(MATERIAL FOR THIS EXERCISE Opens)
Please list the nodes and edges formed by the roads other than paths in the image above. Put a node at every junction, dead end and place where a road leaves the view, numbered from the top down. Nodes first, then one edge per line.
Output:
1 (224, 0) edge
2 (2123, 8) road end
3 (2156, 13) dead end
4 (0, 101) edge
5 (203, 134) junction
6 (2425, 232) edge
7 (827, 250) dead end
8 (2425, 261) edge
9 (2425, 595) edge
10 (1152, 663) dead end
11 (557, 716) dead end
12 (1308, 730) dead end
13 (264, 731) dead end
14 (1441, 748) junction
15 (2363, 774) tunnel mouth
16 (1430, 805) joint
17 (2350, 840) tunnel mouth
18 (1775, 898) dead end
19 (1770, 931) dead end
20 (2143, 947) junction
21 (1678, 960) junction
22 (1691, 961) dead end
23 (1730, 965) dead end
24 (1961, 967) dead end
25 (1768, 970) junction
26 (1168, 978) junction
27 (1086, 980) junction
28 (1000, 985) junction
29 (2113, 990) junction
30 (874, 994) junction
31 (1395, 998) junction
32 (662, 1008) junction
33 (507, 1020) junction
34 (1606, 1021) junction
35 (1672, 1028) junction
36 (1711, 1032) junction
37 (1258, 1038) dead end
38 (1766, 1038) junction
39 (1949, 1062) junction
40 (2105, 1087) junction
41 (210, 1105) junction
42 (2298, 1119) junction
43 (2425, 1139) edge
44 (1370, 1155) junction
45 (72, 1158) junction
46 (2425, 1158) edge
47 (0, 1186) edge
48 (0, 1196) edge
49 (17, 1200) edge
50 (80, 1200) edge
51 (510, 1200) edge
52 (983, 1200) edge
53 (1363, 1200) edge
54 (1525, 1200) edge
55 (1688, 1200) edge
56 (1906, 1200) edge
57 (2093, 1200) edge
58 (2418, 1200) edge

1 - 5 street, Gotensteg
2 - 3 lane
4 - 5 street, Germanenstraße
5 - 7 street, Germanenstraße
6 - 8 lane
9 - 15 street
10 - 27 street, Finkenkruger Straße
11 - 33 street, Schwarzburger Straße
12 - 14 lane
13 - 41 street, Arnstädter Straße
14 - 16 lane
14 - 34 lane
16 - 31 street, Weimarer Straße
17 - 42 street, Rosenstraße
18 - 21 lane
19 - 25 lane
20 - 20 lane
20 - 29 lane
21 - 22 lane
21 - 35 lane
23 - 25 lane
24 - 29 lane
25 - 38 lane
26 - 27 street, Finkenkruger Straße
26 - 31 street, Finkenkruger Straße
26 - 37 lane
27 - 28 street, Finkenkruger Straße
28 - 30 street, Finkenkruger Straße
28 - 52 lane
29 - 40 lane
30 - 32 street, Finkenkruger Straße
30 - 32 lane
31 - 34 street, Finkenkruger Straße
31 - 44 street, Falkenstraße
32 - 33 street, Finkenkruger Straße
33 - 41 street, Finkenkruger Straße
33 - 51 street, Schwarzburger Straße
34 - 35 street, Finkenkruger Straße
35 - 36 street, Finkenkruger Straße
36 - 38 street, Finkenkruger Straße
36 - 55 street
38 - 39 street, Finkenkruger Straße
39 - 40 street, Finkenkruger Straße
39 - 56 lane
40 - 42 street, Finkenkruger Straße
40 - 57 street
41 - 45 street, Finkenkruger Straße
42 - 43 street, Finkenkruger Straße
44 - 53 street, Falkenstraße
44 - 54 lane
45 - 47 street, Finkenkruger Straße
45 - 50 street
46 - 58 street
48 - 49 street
(MATERIAL FOR THIS EXERCISE Closes)
# EXERCISE DETAILS:
Restate the entries above. Match them exactly.

# FINISHED EXERCISE:
Please list the nodes and edges formed by the roads other than paths in the image above. Put a node at every junction, dead end and place where a road leaves the view, numbered from the top down. Nodes first, then one edge per line.
Output:
1 (224, 0) edge
2 (2123, 8) road end
3 (2156, 13) dead end
4 (0, 101) edge
5 (203, 134) junction
6 (2425, 232) edge
7 (827, 250) dead end
8 (2425, 261) edge
9 (2425, 595) edge
10 (1152, 663) dead end
11 (557, 716) dead end
12 (1308, 730) dead end
13 (264, 731) dead end
14 (1441, 748) junction
15 (2363, 774) tunnel mouth
16 (1430, 805) joint
17 (2350, 840) tunnel mouth
18 (1775, 898) dead end
19 (1770, 931) dead end
20 (2143, 947) junction
21 (1678, 960) junction
22 (1691, 961) dead end
23 (1730, 965) dead end
24 (1961, 967) dead end
25 (1768, 970) junction
26 (1168, 978) junction
27 (1086, 980) junction
28 (1000, 985) junction
29 (2113, 990) junction
30 (874, 994) junction
31 (1395, 998) junction
32 (662, 1008) junction
33 (507, 1020) junction
34 (1606, 1021) junction
35 (1672, 1028) junction
36 (1711, 1032) junction
37 (1258, 1038) dead end
38 (1766, 1038) junction
39 (1949, 1062) junction
40 (2105, 1087) junction
41 (210, 1105) junction
42 (2298, 1119) junction
43 (2425, 1139) edge
44 (1370, 1155) junction
45 (72, 1158) junction
46 (2425, 1158) edge
47 (0, 1186) edge
48 (0, 1196) edge
49 (17, 1200) edge
50 (80, 1200) edge
51 (510, 1200) edge
52 (983, 1200) edge
53 (1363, 1200) edge
54 (1525, 1200) edge
55 (1688, 1200) edge
56 (1906, 1200) edge
57 (2093, 1200) edge
58 (2418, 1200) edge

1 - 5 street, Gotensteg
2 - 3 lane
4 - 5 street, Germanenstraße
5 - 7 street, Germanenstraße
6 - 8 lane
9 - 15 street
10 - 27 street, Finkenkruger Straße
11 - 33 street, Schwarzburger Straße
12 - 14 lane
13 - 41 street, Arnstädter Straße
14 - 16 lane
14 - 34 lane
16 - 31 street, Weimarer Straße
17 - 42 street, Rosenstraße
18 - 21 lane
19 - 25 lane
20 - 20 lane
20 - 29 lane
21 - 22 lane
21 - 35 lane
23 - 25 lane
24 - 29 lane
25 - 38 lane
26 - 27 street, Finkenkruger Straße
26 - 31 street, Finkenkruger Straße
26 - 37 lane
27 - 28 street, Finkenkruger Straße
28 - 30 street, Finkenkruger Straße
28 - 52 lane
29 - 40 lane
30 - 32 street, Finkenkruger Straße
30 - 32 lane
31 - 34 street, Finkenkruger Straße
31 - 44 street, Falkenstraße
32 - 33 street, Finkenkruger Straße
33 - 41 street, Finkenkruger Straße
33 - 51 street, Schwarzburger Straße
34 - 35 street, Finkenkruger Straße
35 - 36 street, Finkenkruger Straße
36 - 38 street, Finkenkruger Straße
36 - 55 street
38 - 39 street, Finkenkruger Straße
39 - 40 street, Finkenkruger Straße
39 - 56 lane
40 - 42 street, Finkenkruger Straße
40 - 57 street
41 - 45 street, Finkenkruger Straße
42 - 43 street, Finkenkruger Straße
44 - 53 street, Falkenstraße
44 - 54 lane
45 - 47 street, Finkenkruger Straße
45 - 50 street
46 - 58 street
48 - 49 street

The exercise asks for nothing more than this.